(Saved entries)
_ _ _
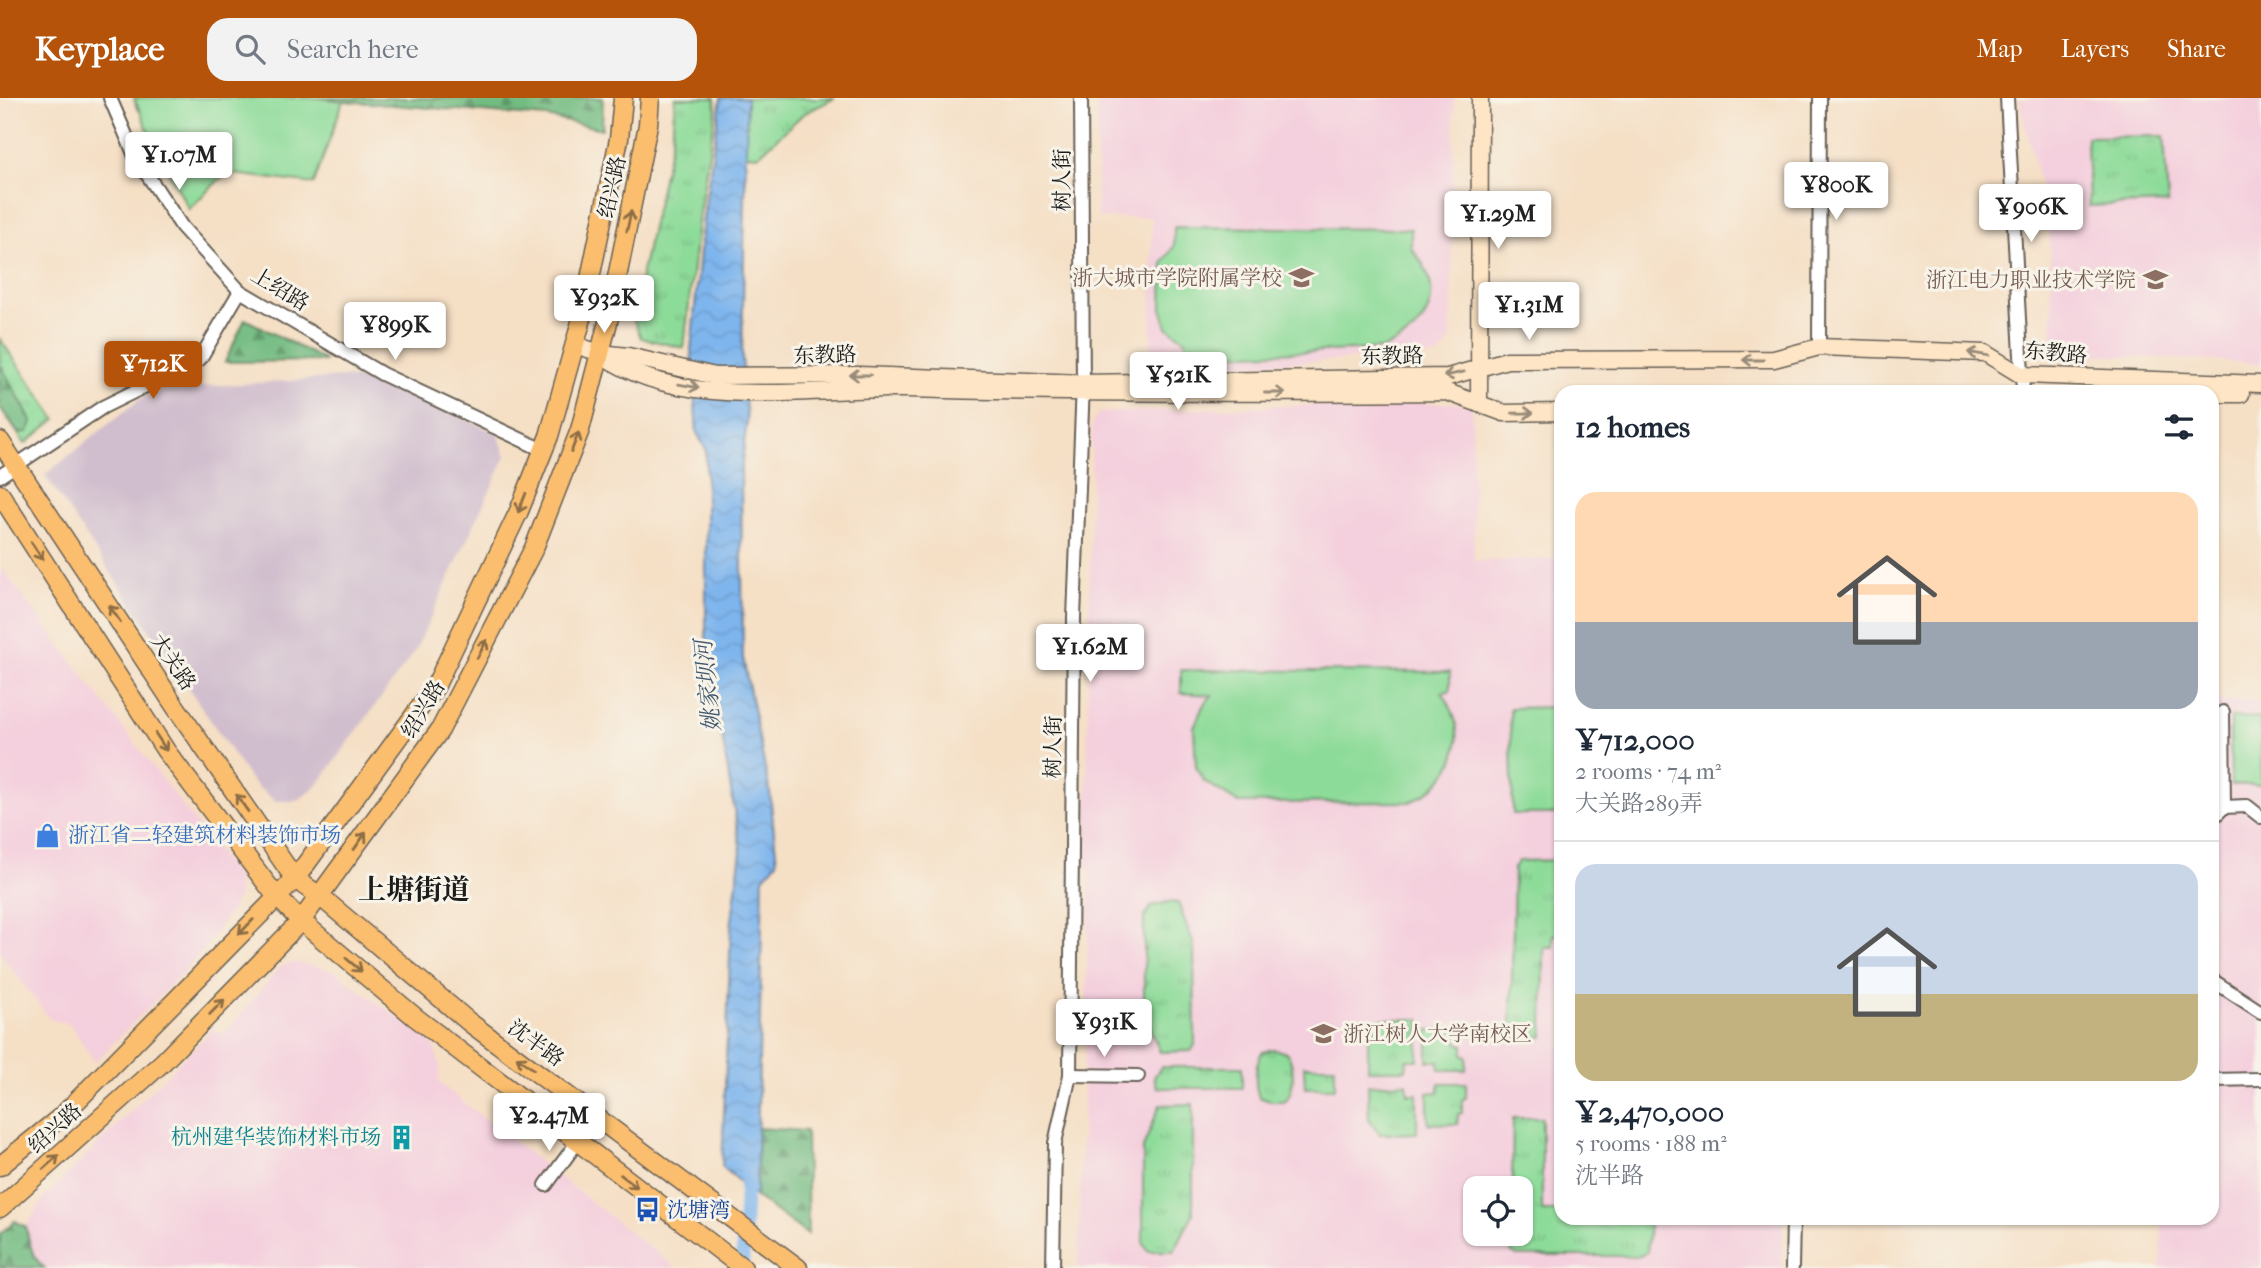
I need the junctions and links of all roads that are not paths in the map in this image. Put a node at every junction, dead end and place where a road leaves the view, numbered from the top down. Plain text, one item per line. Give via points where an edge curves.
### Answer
1 (110, 98) edge
2 (622, 98) edge
3 (650, 98) edge
4 (1081, 98) edge
5 (1480, 98) edge
6 (1821, 98) edge
7 (2007, 98) edge
8 (240, 291) junction
9 (575, 345) junction
10 (1819, 347) junction
11 (600, 353) junction
12 (1479, 368) junction
13 (2021, 375) junction
14 (2261, 384) edge
15 (2022, 385) edge
16 (1083, 388) junction
17 (2219, 394) edge
18 (2261, 394) edge
19 (1479, 404) junction
20 (1554, 412) edge
21 (0, 441) edge
22 (543, 450) junction
23 (16, 466) junction
24 (0, 477) edge
25 (0, 494) edge
26 (2223, 712) dead end
27 (2224, 807) junction
28 (2219, 812) edge
29 (2261, 817) edge
30 (295, 879) junction
31 (276, 896) junction
32 (321, 897) junction
33 (301, 921) junction
34 (2219, 985) edge
35 (2261, 1012) edge
36 (1069, 1075) junction
37 (1138, 1076) dead end
38 (2261, 1079) edge
39 (2219, 1080) edge
40 (578, 1141) junction
41 (0, 1166) edge
42 (546, 1185) dead end
43 (0, 1208) edge
44 (1793, 1225) edge
45 (739, 1265) edge
46 (798, 1268) edge
47 (1053, 1268) edge
48 (1792, 1268) edge

1 - 8 street, 上绍路 via 135,156 182,227
2 - 9 main road, 绍兴路 via 619,139
11 -> 3 main road, 绍兴路
4 - 16 street, 树人街
5 - 12 street
6 - 10 street
7 - 13 street
8 - 22 street, 上绍路 via 382,374
8 - 23 street via 200,359 103,407
9 - 11 street, 东教路
9 - 22 main road, 绍兴路
10 -> 12 street, 东教路 via 1774,359 1507,360
13 -> 10 street, 东教路 via 1984,353
11 - 16 street, 东教路 via 625,363 791,384 859,375
32 -> 11 main road, 绍兴路 via 440,730 534,548 580,430
12 -> 16 street, 东教路 via 1448,377
12 - 19 street
13 - 14 street, 东教路
13 - 15 street
16 -> 19 street, 东教路 via 1447,392
16 - 36 street, 树人街 via 1074,618
17 - 18 street
19 -> 20 street, 东教路 via 1504,413
21 - 23 main road, 大关路
22 -> 30 main road, 绍兴路 via 435,687
23 - 24 street
30 -> 23 main road, 大关路
25 -> 31 main road via 166,751
26 - 27 street
27 - 28 street
27 - 29 street via 2247,806
30 - 31 main road, 绍兴路
30 - 32 main road, 大关路
31 - 33 main road
31 -> 41 main road, 绍兴路 via 62,1116
32 - 33 main road, 绍兴路
46 -> 32 main road, 沈半路 via 470,1022
33 -> 40 main road via 415,1017
43 -> 33 main road, 绍兴路 via 163,1062
34 - 35 street
36 - 37 street
36 - 47 street, 树人街 via 1055,1143
38 - 39 street
40 - 42 street
40 -> 45 main road
44 - 48 street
_ _ _
Only the records, copied exactly and free of pictures, belong in the answer.

I need the junctions and links of all roads that are not paths in the map in this image. Put a node at every junction, dead end and place where a road leaves the view, numbered from the top down. Plain text, one item per line. Give via points where an edge curves.
### Answer
1 (110, 98) edge
2 (622, 98) edge
3 (650, 98) edge
4 (1081, 98) edge
5 (1480, 98) edge
6 (1821, 98) edge
7 (2007, 98) edge
8 (240, 291) junction
9 (575, 345) junction
10 (1819, 347) junction
11 (600, 353) junction
12 (1479, 368) junction
13 (2021, 375) junction
14 (2261, 384) edge
15 (2022, 385) edge
16 (1083, 388) junction
17 (2219, 394) edge
18 (2261, 394) edge
19 (1479, 404) junction
20 (1554, 412) edge
21 (0, 441) edge
22 (543, 450) junction
23 (16, 466) junction
24 (0, 477) edge
25 (0, 494) edge
26 (2223, 712) dead end
27 (2224, 807) junction
28 (2219, 812) edge
29 (2261, 817) edge
30 (295, 879) junction
31 (276, 896) junction
32 (321, 897) junction
33 (301, 921) junction
34 (2219, 985) edge
35 (2261, 1012) edge
36 (1069, 1075) junction
37 (1138, 1076) dead end
38 (2261, 1079) edge
39 (2219, 1080) edge
40 (578, 1141) junction
41 (0, 1166) edge
42 (546, 1185) dead end
43 (0, 1208) edge
44 (1793, 1225) edge
45 (739, 1265) edge
46 (798, 1268) edge
47 (1053, 1268) edge
48 (1792, 1268) edge

1 - 8 street, 上绍路 via 135,156 182,227
2 - 9 main road, 绍兴路 via 619,139
11 -> 3 main road, 绍兴路
4 - 16 street, 树人街
5 - 12 street
6 - 10 street
7 - 13 street
8 - 22 street, 上绍路 via 382,374
8 - 23 street via 200,359 103,407
9 - 11 street, 东教路
9 - 22 main road, 绍兴路
10 -> 12 street, 东教路 via 1774,359 1507,360
13 -> 10 street, 东教路 via 1984,353
11 - 16 street, 东教路 via 625,363 791,384 859,375
32 -> 11 main road, 绍兴路 via 440,730 534,548 580,430
12 -> 16 street, 东教路 via 1448,377
12 - 19 street
13 - 14 street, 东教路
13 - 15 street
16 -> 19 street, 东教路 via 1447,392
16 - 36 street, 树人街 via 1074,618
17 - 18 street
19 -> 20 street, 东教路 via 1504,413
21 - 23 main road, 大关路
22 -> 30 main road, 绍兴路 via 435,687
23 - 24 street
30 -> 23 main road, 大关路
25 -> 31 main road via 166,751
26 - 27 street
27 - 28 street
27 - 29 street via 2247,806
30 - 31 main road, 绍兴路
30 - 32 main road, 大关路
31 - 33 main road
31 -> 41 main road, 绍兴路 via 62,1116
32 - 33 main road, 绍兴路
46 -> 32 main road, 沈半路 via 470,1022
33 -> 40 main road via 415,1017
43 -> 33 main road, 绍兴路 via 163,1062
34 - 35 street
36 - 37 street
36 - 47 street, 树人街 via 1055,1143
38 - 39 street
40 - 42 street
40 -> 45 main road
44 - 48 street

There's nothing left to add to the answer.